We are completely enjoying our time up here in Wisconsin. But boy do I miss my hubby back home. I don't think we have talked as much in the past 15 years of marriage combined as we have in the last 4 months. No, that is probably not true, but I really miss just hanging out at night on the couch, after the kids are in bed, watching an episode of the office, and talking about everything that is going on in our crazy life.
My parents live on a big plot of land with my 2 brothers and one other family. Before we moved to the seminary we lived less than a mile away just on the other side of this little lake called Pretty Lake.... Yep, that is really the name, and it really is Pretty. So it has been so nice to be back in our old neighborhood.
The big boys are having their 3rd sleepover of the week with their cousins. Tonight after I told them they could have yet another sleepover Louis bust out with, "This is the best week of my life!" They are having a ball. Anna actually had her first little sleepover with her cousin and best little buddy Sophia. They were so excited to be a part of what the big kids do.

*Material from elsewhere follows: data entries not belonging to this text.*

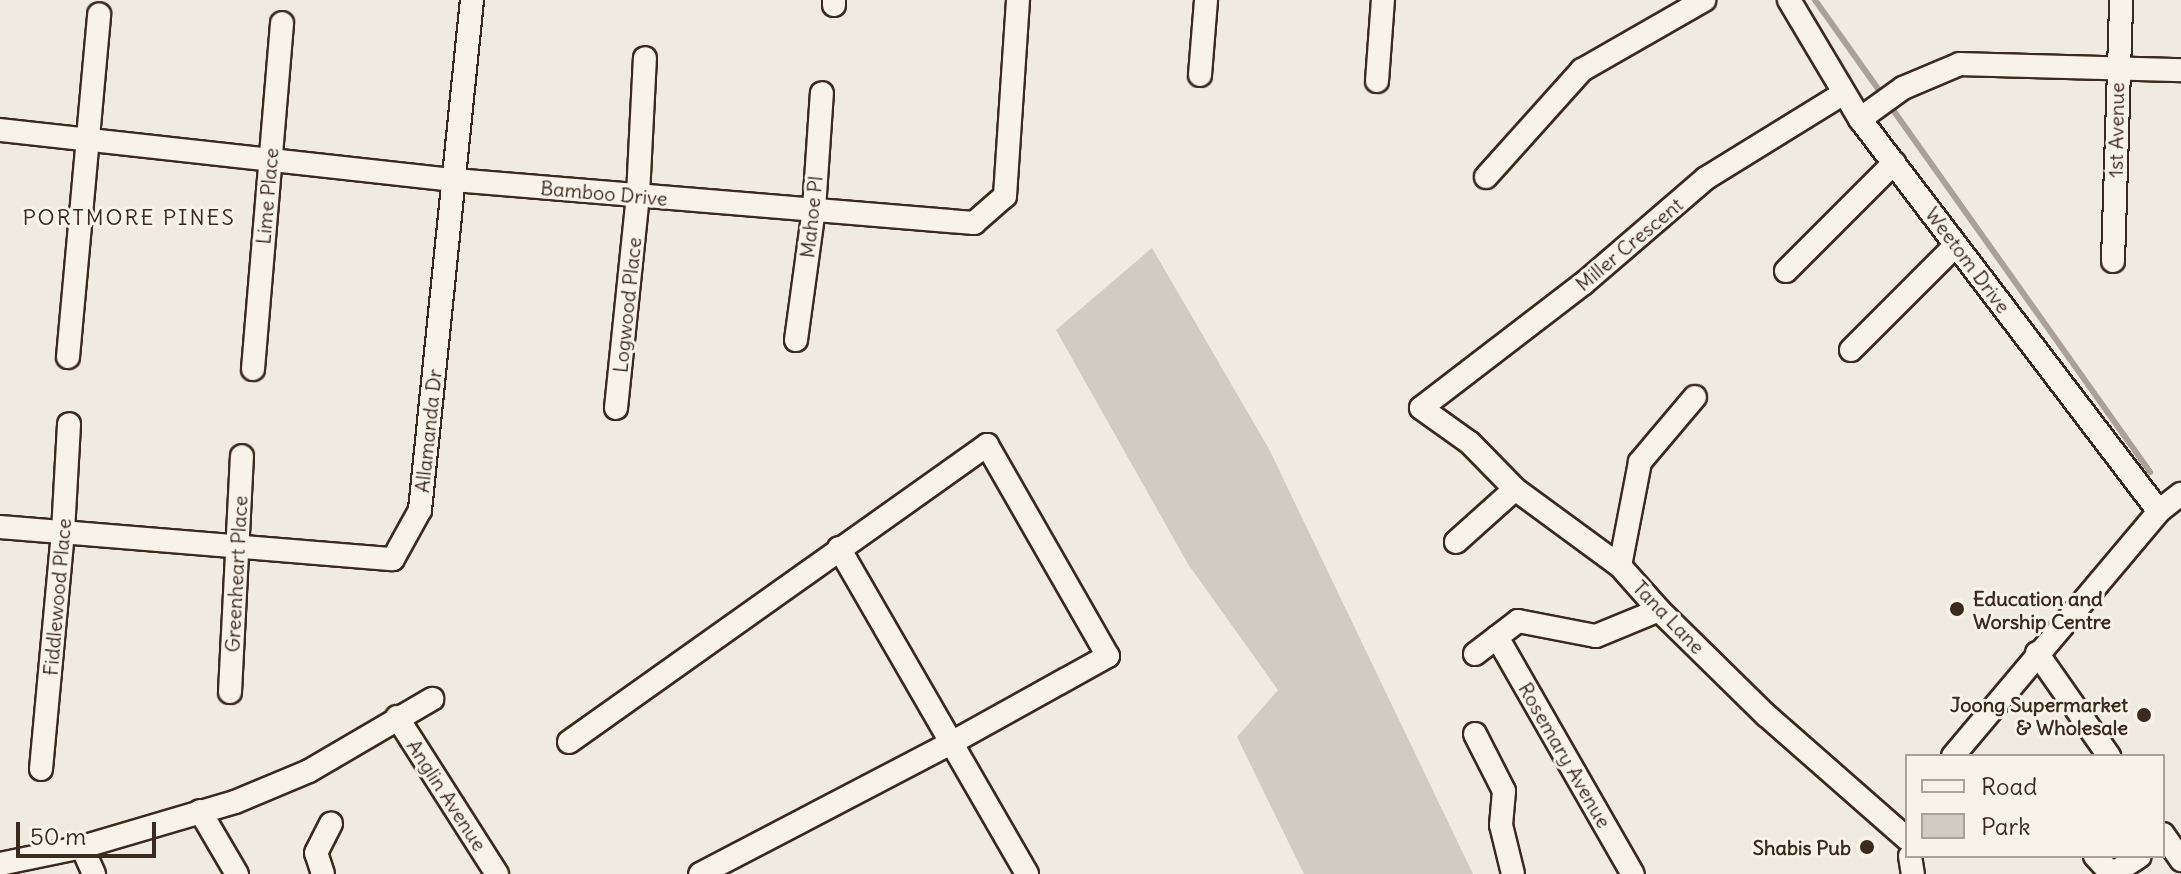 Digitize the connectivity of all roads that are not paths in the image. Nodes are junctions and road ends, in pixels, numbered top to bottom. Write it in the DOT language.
graph roads {
  1 [pos="472,0"];
  2 [pos="1018,0"];
  3 [pos="1206,0"];
  4 [pos="1383,0"];
  5 [pos="1704,0"];
  6 [pos="1789,0"];
  7 [pos="2121,0"];
  8 [pos="99,14"];
  9 [pos="282,23"];
  10 [pos="645,58"];
  11 [pos="2118,70"];
  12 [pos="2181,70"];
  13 [pos="1200,75"];
  14 [pos="1377,81"];
  15 [pos="822,93"];
  16 [pos="1844,93"];
  17 [pos="1860,119"];
  18 [pos="0,130"];
  19 [pos="88,138"];
  20 [pos="269,162"];
  21 [pos="1894,163"];
  22 [pos="1486,177"];
  23 [pos="454,180"];
  24 [pos="638,195"];
  25 [pos="814,209"];
  26 [pos="1956,245"];
  27 [pos="2113,261"];
  28 [pos="1786,271"];
  29 [pos="796,340"];
  30 [pos="1851,350"];
  31 [pos="68,357"];
  32 [pos="253,369"];
  33 [pos="1695,397"];
  34 [pos="616,408"];
  35 [pos="1421,408"];
  36 [pos="69,424"];
  37 [pos="242,456"];
  38 [pos="1515,489"];
  39 [pos="2181,494"];
  40 [pos="2159,511"];
  41 [pos="0,527"];
  42 [pos="63,532"];
  43 [pos="1456,542"];
  44 [pos="236,545"];
  45 [pos="839,548"];
  46 [pos="1620,566"];
  47 [pos="1659,610"];
  48 [pos="1497,637"];
  49 [pos="2037,653"];
  50 [pos="1475,654"];
  51 [pos="230,692"];
  52 [pos="432,699"];
  53 [pos="397,717"];
  54 [pos="1475,734"];
  55 [pos="569,742"];
  56 [pos="951,743"];
  57 [pos="1955,754"];
  58 [pos="2108,754"];
  59 [pos="41,769"];
  60 [pos="200,811"];
  61 [pos="331,824"];
  62 [pos="2168,836"];
  63 [pos="1905,837"];
  64 [pos="82,847"];
  65 [pos="2097,858"];
  66 [pos="2137,858"];
  67 [pos="2181,860"];
  68 [pos="0,864"];
  69 [pos="2118,872"];
  70 [pos="94,874"];
  71 [pos="237,874"];
  72 [pos="323,874"];
  73 [pos="497,874"];
  74 [pos="700,874"];
  75 [pos="1027,874"];
  76 [pos="1513,874"];
  77 [pos="1633,874"];
  1 -- 23 [label="street, Allamanda Dr"];
  2 -- 25 [label="street, Bamboo Drive"];
  3 -- 13 [label="street"];
  4 -- 14 [label="street"];
  5 -- 22 [label="street"];
  6 -- 16 [label="street, Weetom Drive"];
  7 -- 11 [label="street, 1st Avenue"];
  8 -- 19 [label="street"];
  9 -- 20 [label="street, Lime Place"];
  10 -- 24 [label="street, Logwood Place"];
  11 -- 12 [label="street"];
  11 -- 17 [label="street"];
  11 -- 27 [label="street, 1st Avenue"];
  15 -- 25 [label="street, Mahoe Pl"];
  16 -- 17 [label="street, Weetom Drive"];
  16 -- 35 [label="street, Miller Crescent"];
  17 -- 21 [label="street, Weetom Drive"];
  18 -- 19 [label="street, Bamboo Drive"];
  19 -- 20 [label="street, Bamboo Drive"];
  19 -- 31 [label="street"];
  20 -- 23 [label="street, Bamboo Drive"];
  20 -- 32 [label="street, Lime Place"];
  21 -- 26 [label="street, Weetom Drive"];
  21 -- 28 [label="street"];
  23 -- 24 [label="street, Bamboo Drive"];
  23 -- 44 [label="street, Allamanda Dr"];
  24 -- 25 [label="street, Bamboo Drive"];
  24 -- 34 [label="street, Logwood Place"];
  25 -- 29 [label="street, Mahoe Pl"];
  26 -- 30 [label="street"];
  26 -- 40 [label="street, Weetom Drive"];
  33 -- 46 [label="street"];
  35 -- 38 [label="street, Tana Lane"];
  36 -- 42 [label="street, Fiddlewood Place"];
  37 -- 44 [label="street, Greenheart Place"];
  38 -- 43 [label="street"];
  38 -- 46 [label="street, Tana Lane"];
  39 -- 40 [label="street"];
  40 -- 49 [label="street"];
  41 -- 42 [label="street, Allamanda Dr"];
  42 -- 44 [label="street, Allamanda Dr"];
  42 -- 59 [label="street, Fiddlewood Place"];
  44 -- 51 [label="street, Greenheart Place"];
  45 -- 55 [label="street"];
  45 -- 56 [label="street"];
  45 -- 56 [label="street"];
  46 -- 47 [label="street, Tana Lane"];
  47 -- 48 [label="street"];
  47 -- 63 [label="street, Tana Lane"];
  48 -- 50 [label="street"];
  48 -- 77 [label="street, Rosemary Avenue"];
  49 -- 57 [label="street"];
  49 -- 58 [label="street"];
  52 -- 53 [label="street"];
  53 -- 60 [label="street"];
  53 -- 73 [label="street, Anglin Avenue"];
  54 -- 76 [label="street"];
  56 -- 74 [label="street"];
  56 -- 75 [label="street"];
  60 -- 64 [label="street"];
  60 -- 71 [label="street"];
  61 -- 72 [label="street"];
  62 -- 67 [label="street"];
  64 -- 68 [label="street"];
  64 -- 70 [label="street"];
  65 -- 69 [label="street"];
  66 -- 69 [label="street"];
}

So tonight we went and had dinner at my brother's church. It is sort of a fellowship dinner that they do each week that my sister-in-law helped organize. Afterwards my brother leads a bit of worship before a time of prayer. I wasn't sure if I was going to stay for that, but it turns out I did. I think the Lord just nudged my heart. With Greg being in ministry I am always interested to see different things that different churches do and how they do it. It was a beautiful time of worship, praise and prayer. My brother requested prayer for me regarding healing from the loss of Samuel. It was amazing to be surrounded by mostly complete strangers, who just laid their hands on me and prayed for healing for me, the rest of my family, strength for my marriage, and unity in our whole extended family. Wow, the Lord knew I needed that. It was so neat to see the body of Christ at work, reaching out and approaching the throne of God on behalf of a sister in Christ, someone they didn't even know. They weren't afraid to minister to me in my grief. Ahhhh, it was a comfort. It blessed me greatly.

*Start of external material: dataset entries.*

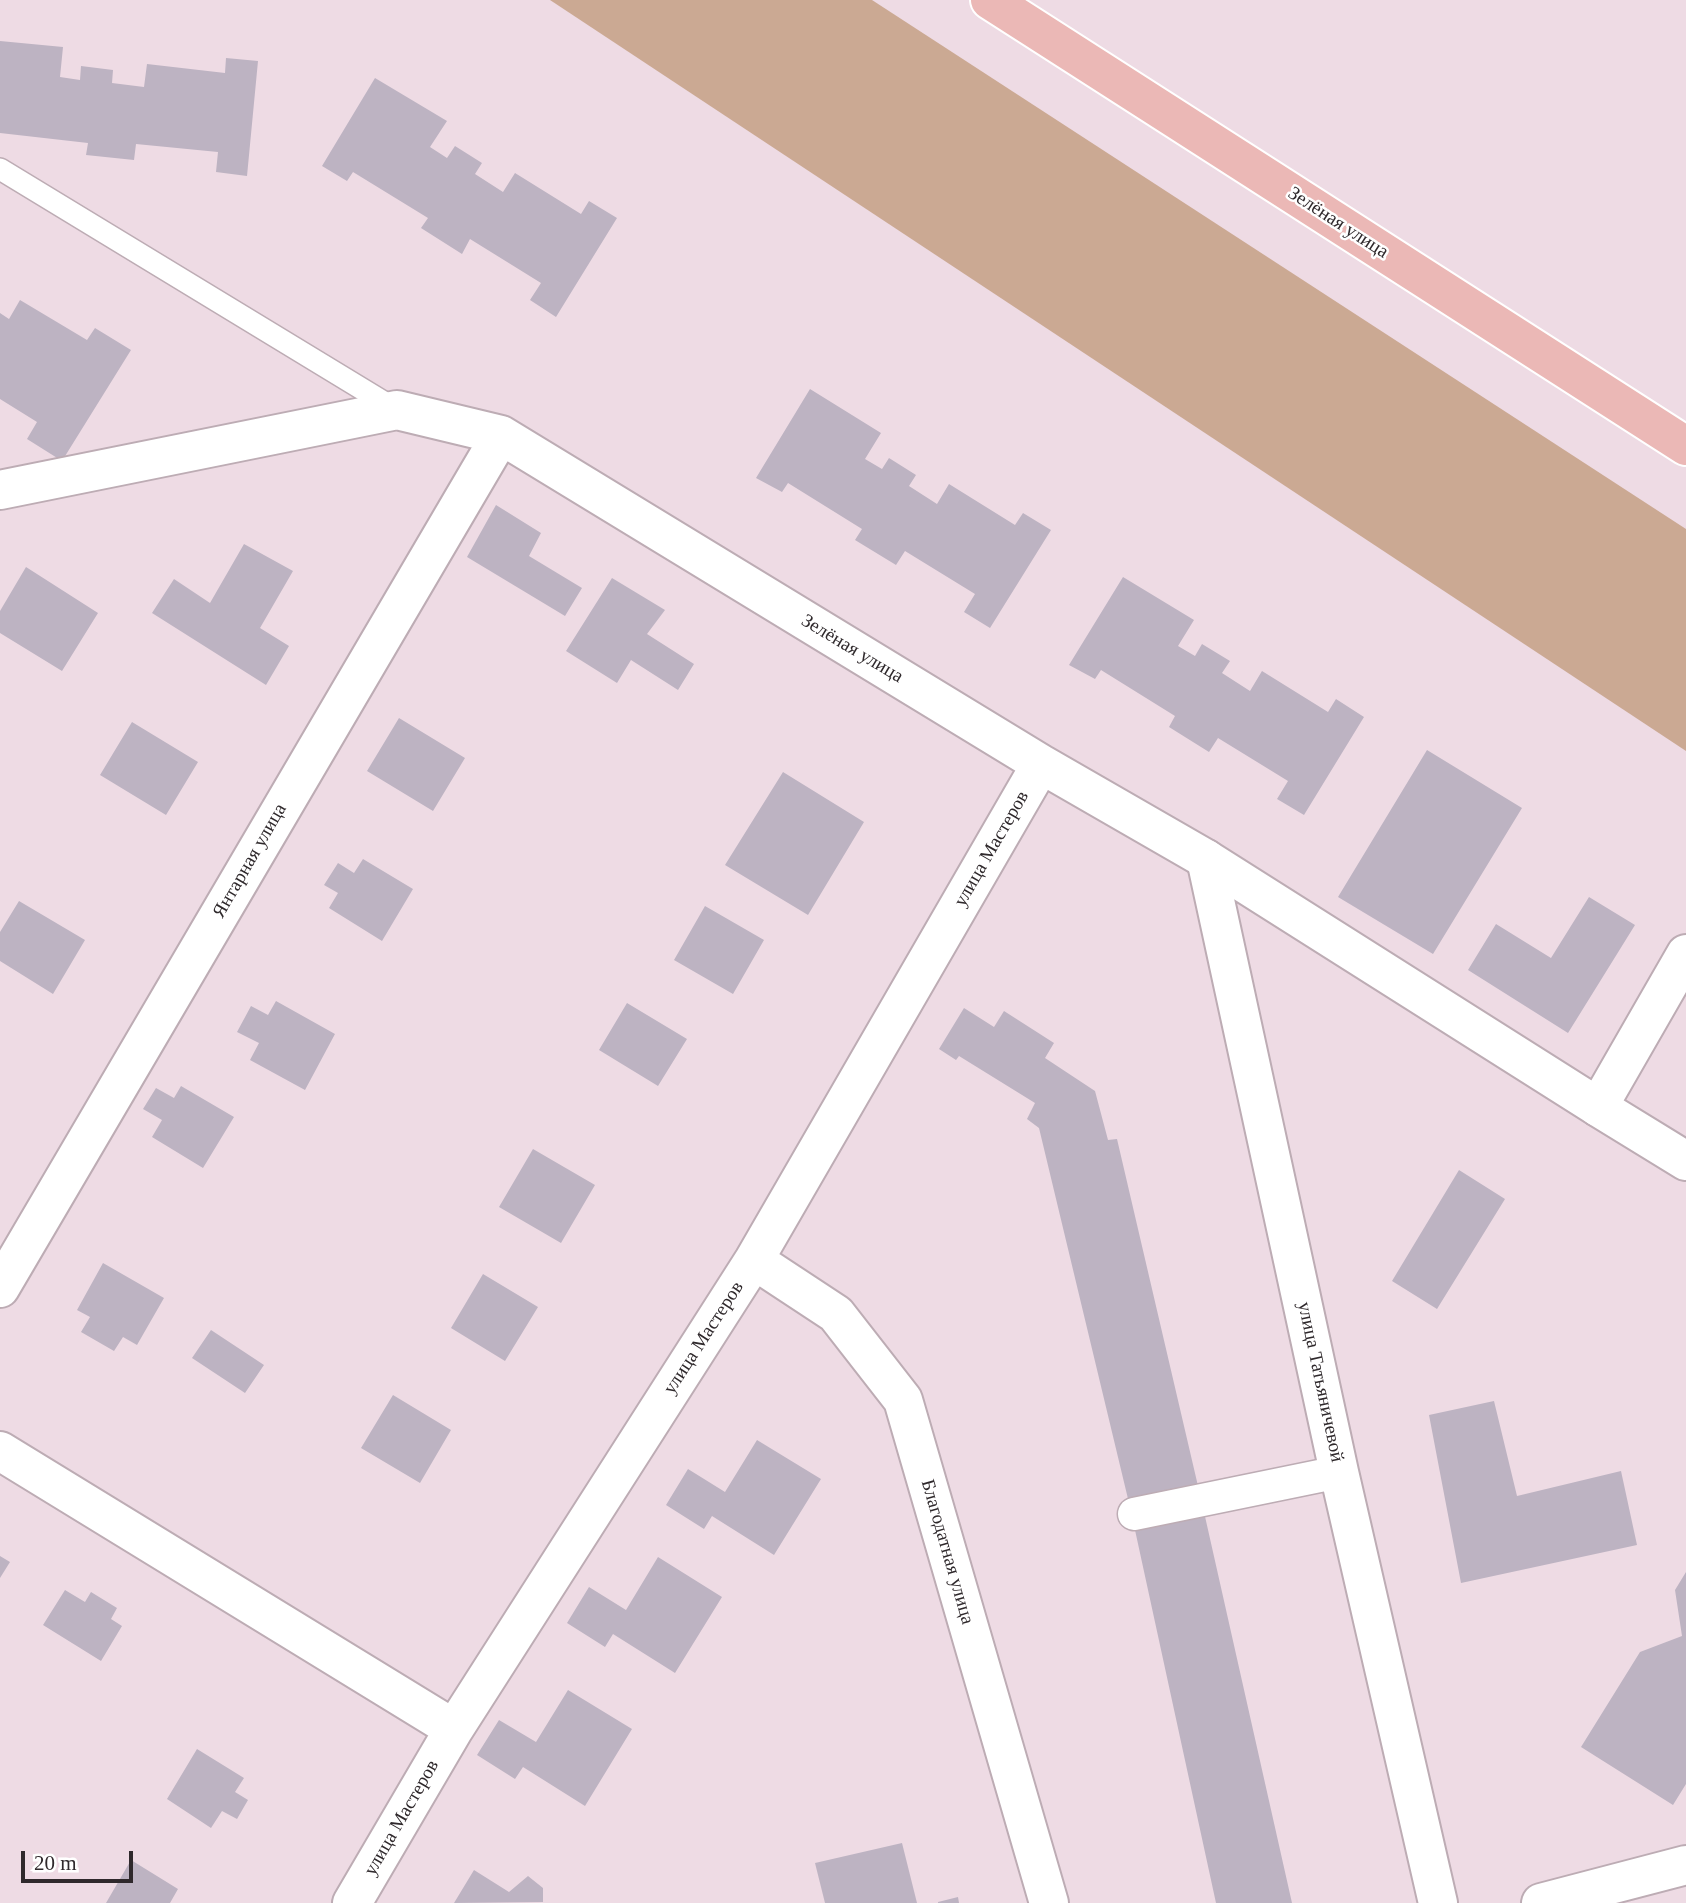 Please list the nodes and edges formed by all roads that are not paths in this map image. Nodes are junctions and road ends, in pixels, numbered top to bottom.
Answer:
1 (990, 0) edge
2 (0, 169) edge
3 (397, 410) junction
4 (501, 435) junction
5 (1686, 446) edge
6 (0, 490) edge
7 (1041, 764) junction
8 (1206, 859) junction
9 (1686, 954) edge
10 (1598, 1107) junction
11 (1686, 1161) edge
12 (754, 1260) junction
13 (0, 1288) edge
14 (0, 1451) edge
15 (1339, 1472) junction
16 (1134, 1514) dead end
17 (454, 1729) junction
18 (1686, 1865) edge
19 (352, 1903) edge
20 (1049, 1903) edge
21 (1438, 1903) edge
22 (1541, 1903) edge

1 - 5 main road, Зелёная улица
2 - 3 lane
3 - 4 street, Зелёная улица
3 - 6 street
4 - 7 street, Зелёная улица
4 - 13 street, Янтарная улица
7 - 8 street, Зелёная улица
7 - 12 street, улица Мастеров
8 - 10 street, Зелёная улица
8 - 15 street, улица Татьяничевой
9 - 10 street
10 - 11 street, Зелёная улица
12 - 17 street, улица Мастеров
12 - 20 street, Благодатная улица
14 - 17 street
15 - 16 street
15 - 21 street, улица Татьяничевой
17 - 19 street, улица Мастеров
18 - 22 street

All of that just makes me realize more and more the pain that people experience in this life. I don't want all that we are going through and all that we are learning through this experience to be wasted. I know that this side of Heaven I may never see why the Lord took Samuel so soon, but I do want to be able to see some purpose in it. I have seen how when people minister to me how it can encourage and refresh me in those heavy, clouded times. I want to use this for God's glory... to really be able to minister to others who are suffering. I don't want people to feel alone or to feel that people don't care about them when they are suffering. We are all so busy nowadays, so concerned with what is going on in our day to day lives, that it is so easy just to look inward and not be looking outward at what our neighbor or maybe even a complete stranger might need. I was on the receiving end tonight and wow, to see the body of Christ at work was so neat. So, I really have no idea how God is going to use this suffering in our lives... but I know I want to be completely open to his leading. I pray He will reveal it to us in time if it is in a certain type of ministry for Greg and I or it may be bit by bit, day by day, as we minister or help those He brings across our path in this life.